> **YOUR TASK**:
The reply should be a single number: the count of lines below that contain the word "edges".

> **AVAILABLE DATA**:

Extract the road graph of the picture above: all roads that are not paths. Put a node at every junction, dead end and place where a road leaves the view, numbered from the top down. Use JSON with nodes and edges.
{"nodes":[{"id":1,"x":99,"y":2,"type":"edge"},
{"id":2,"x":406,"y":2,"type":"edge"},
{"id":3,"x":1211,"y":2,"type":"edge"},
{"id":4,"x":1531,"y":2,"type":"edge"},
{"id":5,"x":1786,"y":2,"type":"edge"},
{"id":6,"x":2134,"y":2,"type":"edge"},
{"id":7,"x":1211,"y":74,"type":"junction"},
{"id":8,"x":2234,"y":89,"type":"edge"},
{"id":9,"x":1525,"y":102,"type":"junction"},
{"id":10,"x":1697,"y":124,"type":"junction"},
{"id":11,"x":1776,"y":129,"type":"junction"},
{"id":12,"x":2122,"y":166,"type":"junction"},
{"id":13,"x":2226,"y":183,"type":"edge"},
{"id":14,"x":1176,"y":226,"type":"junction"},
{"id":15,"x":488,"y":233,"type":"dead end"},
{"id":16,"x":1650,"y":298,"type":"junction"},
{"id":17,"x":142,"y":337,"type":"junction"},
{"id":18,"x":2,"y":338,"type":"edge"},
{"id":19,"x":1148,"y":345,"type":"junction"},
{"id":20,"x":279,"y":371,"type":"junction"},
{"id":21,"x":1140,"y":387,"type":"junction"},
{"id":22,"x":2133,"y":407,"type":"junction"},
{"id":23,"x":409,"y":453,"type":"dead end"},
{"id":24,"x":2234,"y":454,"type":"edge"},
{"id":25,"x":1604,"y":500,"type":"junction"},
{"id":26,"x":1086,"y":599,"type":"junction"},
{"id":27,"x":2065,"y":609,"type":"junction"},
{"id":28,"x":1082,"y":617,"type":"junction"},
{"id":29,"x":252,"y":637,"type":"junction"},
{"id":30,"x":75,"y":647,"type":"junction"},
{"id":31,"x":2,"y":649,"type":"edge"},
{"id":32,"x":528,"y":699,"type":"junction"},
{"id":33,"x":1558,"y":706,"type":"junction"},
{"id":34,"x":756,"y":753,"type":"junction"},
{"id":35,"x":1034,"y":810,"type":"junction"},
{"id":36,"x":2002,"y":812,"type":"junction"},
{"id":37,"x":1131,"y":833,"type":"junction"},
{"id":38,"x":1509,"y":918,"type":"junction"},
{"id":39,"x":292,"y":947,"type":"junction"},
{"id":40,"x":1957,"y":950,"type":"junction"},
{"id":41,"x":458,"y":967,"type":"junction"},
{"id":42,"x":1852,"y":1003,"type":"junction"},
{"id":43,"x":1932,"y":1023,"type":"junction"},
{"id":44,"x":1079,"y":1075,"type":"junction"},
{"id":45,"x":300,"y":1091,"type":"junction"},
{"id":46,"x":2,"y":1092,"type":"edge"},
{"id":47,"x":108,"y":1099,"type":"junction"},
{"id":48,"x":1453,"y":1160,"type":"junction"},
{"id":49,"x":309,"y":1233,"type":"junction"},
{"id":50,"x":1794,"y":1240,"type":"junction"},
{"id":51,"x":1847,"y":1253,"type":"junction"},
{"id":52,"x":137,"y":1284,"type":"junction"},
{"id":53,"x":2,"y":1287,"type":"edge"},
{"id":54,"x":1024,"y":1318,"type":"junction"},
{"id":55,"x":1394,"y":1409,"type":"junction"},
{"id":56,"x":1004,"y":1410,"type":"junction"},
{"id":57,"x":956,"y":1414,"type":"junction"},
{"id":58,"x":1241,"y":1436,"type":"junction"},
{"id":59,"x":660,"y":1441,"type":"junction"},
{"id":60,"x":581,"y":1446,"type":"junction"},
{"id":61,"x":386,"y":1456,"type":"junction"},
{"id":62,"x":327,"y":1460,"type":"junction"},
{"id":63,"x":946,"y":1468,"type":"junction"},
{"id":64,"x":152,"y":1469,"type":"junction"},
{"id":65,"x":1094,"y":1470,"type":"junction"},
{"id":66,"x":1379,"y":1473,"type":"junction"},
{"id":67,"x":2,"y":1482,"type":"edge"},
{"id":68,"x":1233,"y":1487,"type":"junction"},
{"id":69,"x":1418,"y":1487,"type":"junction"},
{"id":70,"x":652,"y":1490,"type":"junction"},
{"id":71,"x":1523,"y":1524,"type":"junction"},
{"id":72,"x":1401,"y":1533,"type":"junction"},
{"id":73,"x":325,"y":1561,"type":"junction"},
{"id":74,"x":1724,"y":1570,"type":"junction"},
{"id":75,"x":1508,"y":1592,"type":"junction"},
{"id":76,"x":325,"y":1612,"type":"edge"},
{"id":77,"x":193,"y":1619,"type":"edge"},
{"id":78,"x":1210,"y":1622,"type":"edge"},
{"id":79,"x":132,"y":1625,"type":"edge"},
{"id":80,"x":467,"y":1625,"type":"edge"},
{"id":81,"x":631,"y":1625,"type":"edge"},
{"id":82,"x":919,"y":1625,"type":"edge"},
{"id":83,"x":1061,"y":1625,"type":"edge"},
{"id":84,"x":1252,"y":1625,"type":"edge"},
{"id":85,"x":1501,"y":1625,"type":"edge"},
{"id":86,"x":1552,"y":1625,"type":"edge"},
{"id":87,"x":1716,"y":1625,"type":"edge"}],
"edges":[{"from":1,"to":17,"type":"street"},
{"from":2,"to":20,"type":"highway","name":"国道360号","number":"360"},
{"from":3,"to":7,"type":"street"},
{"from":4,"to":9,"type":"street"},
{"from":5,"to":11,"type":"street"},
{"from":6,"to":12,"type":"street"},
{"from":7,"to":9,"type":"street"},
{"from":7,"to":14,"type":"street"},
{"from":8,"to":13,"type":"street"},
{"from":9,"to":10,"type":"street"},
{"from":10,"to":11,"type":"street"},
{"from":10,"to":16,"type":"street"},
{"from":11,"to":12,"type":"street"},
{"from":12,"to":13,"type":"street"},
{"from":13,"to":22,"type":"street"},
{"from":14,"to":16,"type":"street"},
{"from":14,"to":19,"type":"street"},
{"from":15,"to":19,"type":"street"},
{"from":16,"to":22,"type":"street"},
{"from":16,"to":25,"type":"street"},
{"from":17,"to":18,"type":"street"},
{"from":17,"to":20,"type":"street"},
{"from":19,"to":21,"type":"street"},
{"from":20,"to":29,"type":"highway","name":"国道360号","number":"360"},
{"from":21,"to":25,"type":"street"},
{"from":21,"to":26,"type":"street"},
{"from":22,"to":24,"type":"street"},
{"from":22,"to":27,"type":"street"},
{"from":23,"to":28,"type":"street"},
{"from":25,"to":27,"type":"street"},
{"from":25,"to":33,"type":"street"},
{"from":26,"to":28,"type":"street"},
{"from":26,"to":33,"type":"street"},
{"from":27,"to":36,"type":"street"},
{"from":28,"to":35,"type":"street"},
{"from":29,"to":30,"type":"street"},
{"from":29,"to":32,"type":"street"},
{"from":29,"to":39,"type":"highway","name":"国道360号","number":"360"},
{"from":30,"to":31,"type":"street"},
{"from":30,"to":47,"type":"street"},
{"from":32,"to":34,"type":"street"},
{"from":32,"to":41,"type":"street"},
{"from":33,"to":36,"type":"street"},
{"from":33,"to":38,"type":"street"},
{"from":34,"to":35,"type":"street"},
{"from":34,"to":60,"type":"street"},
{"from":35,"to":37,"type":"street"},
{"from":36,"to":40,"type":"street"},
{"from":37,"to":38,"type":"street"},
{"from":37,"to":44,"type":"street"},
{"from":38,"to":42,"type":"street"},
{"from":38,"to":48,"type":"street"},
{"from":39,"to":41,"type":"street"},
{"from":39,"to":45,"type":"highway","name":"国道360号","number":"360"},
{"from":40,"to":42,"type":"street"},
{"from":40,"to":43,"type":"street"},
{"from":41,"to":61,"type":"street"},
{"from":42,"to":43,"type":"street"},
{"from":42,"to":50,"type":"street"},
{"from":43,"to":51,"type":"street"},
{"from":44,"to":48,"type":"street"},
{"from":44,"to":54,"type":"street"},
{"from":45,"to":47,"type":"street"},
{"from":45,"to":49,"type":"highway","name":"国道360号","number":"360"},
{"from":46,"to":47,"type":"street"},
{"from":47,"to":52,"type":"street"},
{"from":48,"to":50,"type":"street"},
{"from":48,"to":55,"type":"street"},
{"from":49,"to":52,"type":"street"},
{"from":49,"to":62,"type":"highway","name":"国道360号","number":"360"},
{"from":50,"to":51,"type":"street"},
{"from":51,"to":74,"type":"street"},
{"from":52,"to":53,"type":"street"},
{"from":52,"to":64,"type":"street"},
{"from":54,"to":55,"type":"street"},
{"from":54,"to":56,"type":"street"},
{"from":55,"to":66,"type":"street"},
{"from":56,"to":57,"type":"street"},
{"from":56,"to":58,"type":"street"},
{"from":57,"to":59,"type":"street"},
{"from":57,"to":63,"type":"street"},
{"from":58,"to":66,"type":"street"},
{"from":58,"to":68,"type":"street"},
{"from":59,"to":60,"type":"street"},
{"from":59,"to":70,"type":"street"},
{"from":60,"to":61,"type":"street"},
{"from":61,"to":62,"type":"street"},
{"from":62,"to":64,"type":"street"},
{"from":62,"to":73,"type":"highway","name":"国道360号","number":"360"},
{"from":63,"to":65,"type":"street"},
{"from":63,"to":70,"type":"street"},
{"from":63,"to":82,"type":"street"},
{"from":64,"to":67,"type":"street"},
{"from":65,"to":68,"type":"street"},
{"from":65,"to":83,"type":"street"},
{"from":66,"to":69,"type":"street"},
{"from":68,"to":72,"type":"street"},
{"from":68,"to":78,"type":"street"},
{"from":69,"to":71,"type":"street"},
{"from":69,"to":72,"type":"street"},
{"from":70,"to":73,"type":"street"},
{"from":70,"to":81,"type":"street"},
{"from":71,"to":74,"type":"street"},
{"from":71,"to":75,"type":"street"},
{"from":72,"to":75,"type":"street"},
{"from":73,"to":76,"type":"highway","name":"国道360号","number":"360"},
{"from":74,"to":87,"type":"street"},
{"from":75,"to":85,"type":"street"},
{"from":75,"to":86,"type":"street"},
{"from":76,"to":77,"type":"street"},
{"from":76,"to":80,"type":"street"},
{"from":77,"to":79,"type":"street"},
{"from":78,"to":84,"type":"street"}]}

> **PROBLEM SOLUTION**:
2